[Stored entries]
= = = =
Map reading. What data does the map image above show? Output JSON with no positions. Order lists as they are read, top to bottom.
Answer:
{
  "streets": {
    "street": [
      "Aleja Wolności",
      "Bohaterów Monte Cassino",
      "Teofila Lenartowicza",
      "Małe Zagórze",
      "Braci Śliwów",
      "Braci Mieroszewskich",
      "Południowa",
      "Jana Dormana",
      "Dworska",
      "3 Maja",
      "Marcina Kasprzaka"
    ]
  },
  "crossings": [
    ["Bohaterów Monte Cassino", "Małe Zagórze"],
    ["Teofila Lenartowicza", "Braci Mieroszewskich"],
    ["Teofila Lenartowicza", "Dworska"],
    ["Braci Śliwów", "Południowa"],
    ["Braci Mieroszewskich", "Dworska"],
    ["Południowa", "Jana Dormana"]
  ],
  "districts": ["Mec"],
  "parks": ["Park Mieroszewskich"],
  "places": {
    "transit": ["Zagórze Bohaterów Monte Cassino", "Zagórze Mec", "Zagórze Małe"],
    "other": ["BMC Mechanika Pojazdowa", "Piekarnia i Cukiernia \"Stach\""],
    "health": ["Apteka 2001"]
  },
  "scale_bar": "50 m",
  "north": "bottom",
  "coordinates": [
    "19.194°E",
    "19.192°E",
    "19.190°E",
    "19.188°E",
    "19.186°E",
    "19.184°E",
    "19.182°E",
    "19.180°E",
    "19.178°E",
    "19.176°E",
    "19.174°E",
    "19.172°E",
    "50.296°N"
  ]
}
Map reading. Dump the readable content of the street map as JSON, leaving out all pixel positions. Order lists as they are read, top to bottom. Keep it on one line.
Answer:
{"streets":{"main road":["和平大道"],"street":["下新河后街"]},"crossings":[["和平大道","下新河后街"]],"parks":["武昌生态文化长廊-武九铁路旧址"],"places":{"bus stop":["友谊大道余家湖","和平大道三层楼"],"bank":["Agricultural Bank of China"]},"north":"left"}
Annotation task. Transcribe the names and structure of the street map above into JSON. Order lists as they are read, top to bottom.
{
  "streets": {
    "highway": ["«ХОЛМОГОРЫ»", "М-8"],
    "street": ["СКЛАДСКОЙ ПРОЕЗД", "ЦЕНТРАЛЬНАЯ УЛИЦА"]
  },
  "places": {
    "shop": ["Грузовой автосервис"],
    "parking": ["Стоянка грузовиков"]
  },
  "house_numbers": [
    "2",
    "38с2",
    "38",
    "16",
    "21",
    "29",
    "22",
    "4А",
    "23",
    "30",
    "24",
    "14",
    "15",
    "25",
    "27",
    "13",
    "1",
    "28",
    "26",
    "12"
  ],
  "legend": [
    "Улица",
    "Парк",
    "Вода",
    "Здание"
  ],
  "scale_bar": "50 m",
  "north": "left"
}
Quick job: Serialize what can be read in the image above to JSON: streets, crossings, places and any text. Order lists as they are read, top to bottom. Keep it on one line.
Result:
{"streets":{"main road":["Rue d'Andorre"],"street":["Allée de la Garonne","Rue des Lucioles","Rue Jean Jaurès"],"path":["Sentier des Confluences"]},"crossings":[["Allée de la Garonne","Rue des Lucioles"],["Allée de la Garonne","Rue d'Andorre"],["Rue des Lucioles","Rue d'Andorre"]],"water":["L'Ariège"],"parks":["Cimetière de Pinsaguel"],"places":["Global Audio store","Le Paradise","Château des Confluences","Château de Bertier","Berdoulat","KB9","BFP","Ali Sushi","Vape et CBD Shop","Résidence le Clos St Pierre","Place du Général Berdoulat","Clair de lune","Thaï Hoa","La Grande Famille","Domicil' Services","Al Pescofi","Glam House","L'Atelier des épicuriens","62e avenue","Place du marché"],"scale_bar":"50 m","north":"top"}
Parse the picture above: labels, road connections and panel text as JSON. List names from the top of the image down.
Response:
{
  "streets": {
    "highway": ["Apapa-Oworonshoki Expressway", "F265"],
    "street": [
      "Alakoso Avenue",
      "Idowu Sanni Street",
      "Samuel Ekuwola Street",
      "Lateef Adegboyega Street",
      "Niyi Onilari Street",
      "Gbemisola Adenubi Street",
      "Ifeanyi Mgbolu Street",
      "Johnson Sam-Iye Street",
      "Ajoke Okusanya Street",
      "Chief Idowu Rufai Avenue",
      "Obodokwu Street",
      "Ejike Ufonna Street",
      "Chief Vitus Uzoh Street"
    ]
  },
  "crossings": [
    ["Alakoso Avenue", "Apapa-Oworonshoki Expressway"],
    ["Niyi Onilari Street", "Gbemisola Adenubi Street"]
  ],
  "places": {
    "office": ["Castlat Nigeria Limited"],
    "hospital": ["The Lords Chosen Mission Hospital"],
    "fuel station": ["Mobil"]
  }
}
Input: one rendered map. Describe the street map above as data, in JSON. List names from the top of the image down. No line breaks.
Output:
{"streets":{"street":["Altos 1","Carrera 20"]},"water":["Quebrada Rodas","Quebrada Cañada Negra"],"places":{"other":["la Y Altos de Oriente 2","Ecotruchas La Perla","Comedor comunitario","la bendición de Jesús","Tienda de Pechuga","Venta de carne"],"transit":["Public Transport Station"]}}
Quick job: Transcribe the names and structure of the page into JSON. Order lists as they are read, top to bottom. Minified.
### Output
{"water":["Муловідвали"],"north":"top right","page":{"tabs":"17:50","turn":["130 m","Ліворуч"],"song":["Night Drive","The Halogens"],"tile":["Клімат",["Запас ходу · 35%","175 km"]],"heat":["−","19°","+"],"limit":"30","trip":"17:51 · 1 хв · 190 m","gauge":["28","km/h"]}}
= = = =
Find and copy every line in the entries above where the string "data" occurs.

Map reading. What data does the map image above show? Output JSON with no positions. Order lists as they are read, top to bottom.
Input: one rendered map. Describe the street map above as data, in JSON. List names from the top of the image down. No line breaks.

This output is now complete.